Se nos figura que el dolor es una cosa y otra cosa nuestra vida.

Leemos la descripción de la vida de Roma y nos admiramos de la crueldad de Lúcido, el hombre sin corazón que se atiborraba de manjares y de vinos delicados cuando el pueblo se moría de hambre. Meneamos la cabeza sorprendidos ante la barbarie de nuestros abuelos que, señores de siervos campesinos, creaban entre ellos bandas de música y teatros, y desde lo alto de nuestra olímpica grandeza, nos admiramos de su inhumanidad. Isaías dijo:

«V. 8. —Maldición sobre vosotros los que juntáis casa con casa y añadís tierras a tierras hasta que os falta espacio. ¿Seréis los únicos que habitéis la tierra?

»11. —Maldición sobre vosotros, que os levantáis por la mañana para dedicaros a los placeres de la mesa y para beber hasta la noche, hasta que se os suben a la cabeza los vapores del vino.

»12. —El laúd y el arpa, las flautas y los tambores, juntos a los vinos más deliciosos, se encuentran en vuestros festines: no os preocupa la obra del Señor ni consideráis las obras de sus manos.

»18. —Maldición sobre vosotros, que os valéis de la mentira como de cuerdas, para arrastrar una larga serie de iniquidades, y que tiráis tras de vosotros del pecado, como los tirantes tiran del carro.

»20. —Maldición sobre vosotros, los que decís que el mal es el bien, y que el bien es el mal; que dais a las tinieblas el nombre de luz, y a la luz el nombre de tinieblas; que hacéis pasar por dulce lo que es amargo y por amargo lo que es dulce. >21. —Maldición sobre vosotros, los que sois sabios a vuestros propios ojos y los que sois prudentes ante vosotros mismos.

»22. —Maldición sobre vosotros los que sois poderosos para beber vino y valientes para emborracharos».

Leemos estas palabras, y se nos figura que no aluden a nosotros. Leemos en el Evangelio de San Mateo, III, 10: «Y el hacha amaga ya las raíces de los árboles.

Todo árbol, pues, que no produzca buen fruto, será cortado y arrojado al fuego».

Y estamos convencidos absolutamente de que nosotros somos el árbol que produce buen fruto, y que las anteriores palabras no se refieren a nosotros, sino a otras gentes perversas.
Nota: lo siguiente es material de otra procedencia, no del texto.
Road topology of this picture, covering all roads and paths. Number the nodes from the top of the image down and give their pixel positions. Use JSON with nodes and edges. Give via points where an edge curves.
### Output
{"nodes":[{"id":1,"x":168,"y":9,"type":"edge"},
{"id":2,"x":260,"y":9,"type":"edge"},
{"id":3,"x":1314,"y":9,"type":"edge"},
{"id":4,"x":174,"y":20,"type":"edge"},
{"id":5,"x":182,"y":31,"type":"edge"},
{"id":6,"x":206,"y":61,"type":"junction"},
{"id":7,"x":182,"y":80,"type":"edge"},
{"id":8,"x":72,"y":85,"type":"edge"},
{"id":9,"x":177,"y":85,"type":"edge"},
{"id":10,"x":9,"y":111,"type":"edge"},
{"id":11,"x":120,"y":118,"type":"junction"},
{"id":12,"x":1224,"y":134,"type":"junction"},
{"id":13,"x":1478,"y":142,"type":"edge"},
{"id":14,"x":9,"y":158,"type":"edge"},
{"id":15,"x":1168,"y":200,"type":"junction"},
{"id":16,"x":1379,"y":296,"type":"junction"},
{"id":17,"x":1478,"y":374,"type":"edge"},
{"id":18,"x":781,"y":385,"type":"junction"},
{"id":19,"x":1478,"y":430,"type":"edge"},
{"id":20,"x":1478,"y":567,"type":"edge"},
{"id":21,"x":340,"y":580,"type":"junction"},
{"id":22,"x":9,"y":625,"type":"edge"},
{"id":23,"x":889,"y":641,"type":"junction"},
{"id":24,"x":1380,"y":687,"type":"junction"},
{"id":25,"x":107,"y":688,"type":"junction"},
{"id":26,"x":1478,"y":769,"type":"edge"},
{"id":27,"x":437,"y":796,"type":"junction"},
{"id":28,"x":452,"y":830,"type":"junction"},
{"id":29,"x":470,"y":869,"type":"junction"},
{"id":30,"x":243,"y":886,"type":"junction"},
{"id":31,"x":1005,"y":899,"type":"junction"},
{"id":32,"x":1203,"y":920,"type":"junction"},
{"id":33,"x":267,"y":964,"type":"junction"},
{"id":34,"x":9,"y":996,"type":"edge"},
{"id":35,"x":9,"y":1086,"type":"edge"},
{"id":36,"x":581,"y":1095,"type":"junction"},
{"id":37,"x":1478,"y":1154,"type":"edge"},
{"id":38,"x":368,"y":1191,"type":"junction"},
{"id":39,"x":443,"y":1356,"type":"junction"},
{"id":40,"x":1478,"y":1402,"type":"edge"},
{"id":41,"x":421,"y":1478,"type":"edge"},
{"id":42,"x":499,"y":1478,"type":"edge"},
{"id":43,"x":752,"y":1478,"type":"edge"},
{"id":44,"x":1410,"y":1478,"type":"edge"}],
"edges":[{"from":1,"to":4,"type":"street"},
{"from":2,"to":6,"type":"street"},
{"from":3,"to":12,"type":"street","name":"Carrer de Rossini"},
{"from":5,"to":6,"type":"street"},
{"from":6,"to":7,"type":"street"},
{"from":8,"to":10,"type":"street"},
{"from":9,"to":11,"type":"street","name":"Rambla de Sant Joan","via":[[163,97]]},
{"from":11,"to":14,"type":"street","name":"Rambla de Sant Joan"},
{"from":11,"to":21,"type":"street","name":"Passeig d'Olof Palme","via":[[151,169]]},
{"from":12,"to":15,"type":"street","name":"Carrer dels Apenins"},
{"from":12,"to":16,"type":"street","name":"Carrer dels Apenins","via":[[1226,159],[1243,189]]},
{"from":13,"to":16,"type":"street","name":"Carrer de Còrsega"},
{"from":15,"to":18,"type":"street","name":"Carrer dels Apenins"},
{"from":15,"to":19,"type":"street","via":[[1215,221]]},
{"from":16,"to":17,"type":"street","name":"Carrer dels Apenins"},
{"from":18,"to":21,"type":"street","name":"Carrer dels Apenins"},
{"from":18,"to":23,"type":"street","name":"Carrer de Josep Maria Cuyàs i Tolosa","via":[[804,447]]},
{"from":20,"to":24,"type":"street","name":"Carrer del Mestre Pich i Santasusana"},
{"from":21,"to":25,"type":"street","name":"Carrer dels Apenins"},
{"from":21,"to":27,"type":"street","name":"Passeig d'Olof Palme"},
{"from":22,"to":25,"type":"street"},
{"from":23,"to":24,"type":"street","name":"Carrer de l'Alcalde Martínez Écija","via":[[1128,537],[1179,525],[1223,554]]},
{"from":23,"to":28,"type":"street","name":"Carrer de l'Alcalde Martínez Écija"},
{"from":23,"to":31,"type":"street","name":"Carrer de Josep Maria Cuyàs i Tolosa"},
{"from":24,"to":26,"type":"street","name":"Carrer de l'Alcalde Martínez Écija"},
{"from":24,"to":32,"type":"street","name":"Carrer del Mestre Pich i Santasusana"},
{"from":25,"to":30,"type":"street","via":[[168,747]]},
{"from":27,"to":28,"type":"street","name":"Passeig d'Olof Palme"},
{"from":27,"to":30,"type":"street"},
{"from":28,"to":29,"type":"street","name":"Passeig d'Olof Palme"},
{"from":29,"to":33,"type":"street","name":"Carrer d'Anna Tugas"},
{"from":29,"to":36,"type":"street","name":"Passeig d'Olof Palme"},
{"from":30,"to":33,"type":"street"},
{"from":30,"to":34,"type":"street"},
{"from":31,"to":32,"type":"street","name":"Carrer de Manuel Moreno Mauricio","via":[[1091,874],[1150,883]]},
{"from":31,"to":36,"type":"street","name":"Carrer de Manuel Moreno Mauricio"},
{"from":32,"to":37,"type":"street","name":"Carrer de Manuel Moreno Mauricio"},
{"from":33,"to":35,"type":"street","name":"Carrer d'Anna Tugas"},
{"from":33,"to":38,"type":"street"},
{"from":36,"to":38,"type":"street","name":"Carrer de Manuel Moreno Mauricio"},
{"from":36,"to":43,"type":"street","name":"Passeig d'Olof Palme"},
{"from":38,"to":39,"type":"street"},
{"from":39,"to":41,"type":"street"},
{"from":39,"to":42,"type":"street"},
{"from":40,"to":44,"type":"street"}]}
Y dice Isaías: «VI, 10. —Cegad el corazón de ese pueblo; ensordeced sus oídos; cerradle los ojos, por miedo de que sus ojos vean, de que sus oídos oigan y de que su corazón comprenda y se conviertan a mí y yo los cure.

»11. -Y ¡Señor!—le dije, — ¿hasta cuándo durará vuestra cólera?—Hasta que las ciudades queden desoladas y sin ciudadanos, las casas sin habitantes y la tierra desierta, — contestó».

Leemos, y estamos absolutamente convencidos de que esas palabras admirables no se contraen a nosotros, sino a otro pueblo, y no vemos que 94

se han dicho para nosotros. Ni vemos, ni oímos, ni comprendemos. ¿Por qué sucede así?

Dios, o esta ley de la naturaleza por la cual fue ron creados el mundo y los hombres, procederá bien o procederá mal; pero la situación de los hombres en el mundo es tal, desde que lo conocemos, que, desnudos, sin vello en el cuerpo, sin cueva donde abrigarse, incapaces de hallar el sustento en los campos, como Robinsón en la isla, todos tienen la necesidad de luchar sin tregua ni reposo contra la naturaleza para cubrir sus carnes, para hacerse sus vestidos, para rodearse de un cercado, para levantar un techo sobre su cabeza, para preparar sus alimentos con el objeto de saciar su hambre dos o tres veces al día, y con ella la de sus hijos, demasiado débiles para trabajar y la de los ancianos.

Es indiferente el lugar y la época en que nos fijamos para observar la vida de los hombres, en Europa, en América, en China, en Rusia: examinemos todo el género humano, o una de sus partes, en los tiempos antiguos, en la edad nómada o en nuestro tiempo con los motores de vapor, las máquinas de coser, la agricultura perfeccionada y la luz eléctrica, y por todas partes veremos la misma cosa, esto es; que los hombres, trabajando hasta no poder más, no pueden ganar lo suficiente para ellos, para sus hijos y para sus ancianos; no pueden ganar bastante para atender a sus vestidos, a su albergue y a su manutención, y que la mayor parte, hoy como antes, mueren faltos de recursos o que, para obtener éstos, sucumben a un trabajo desproporcionado A sus fuerzas.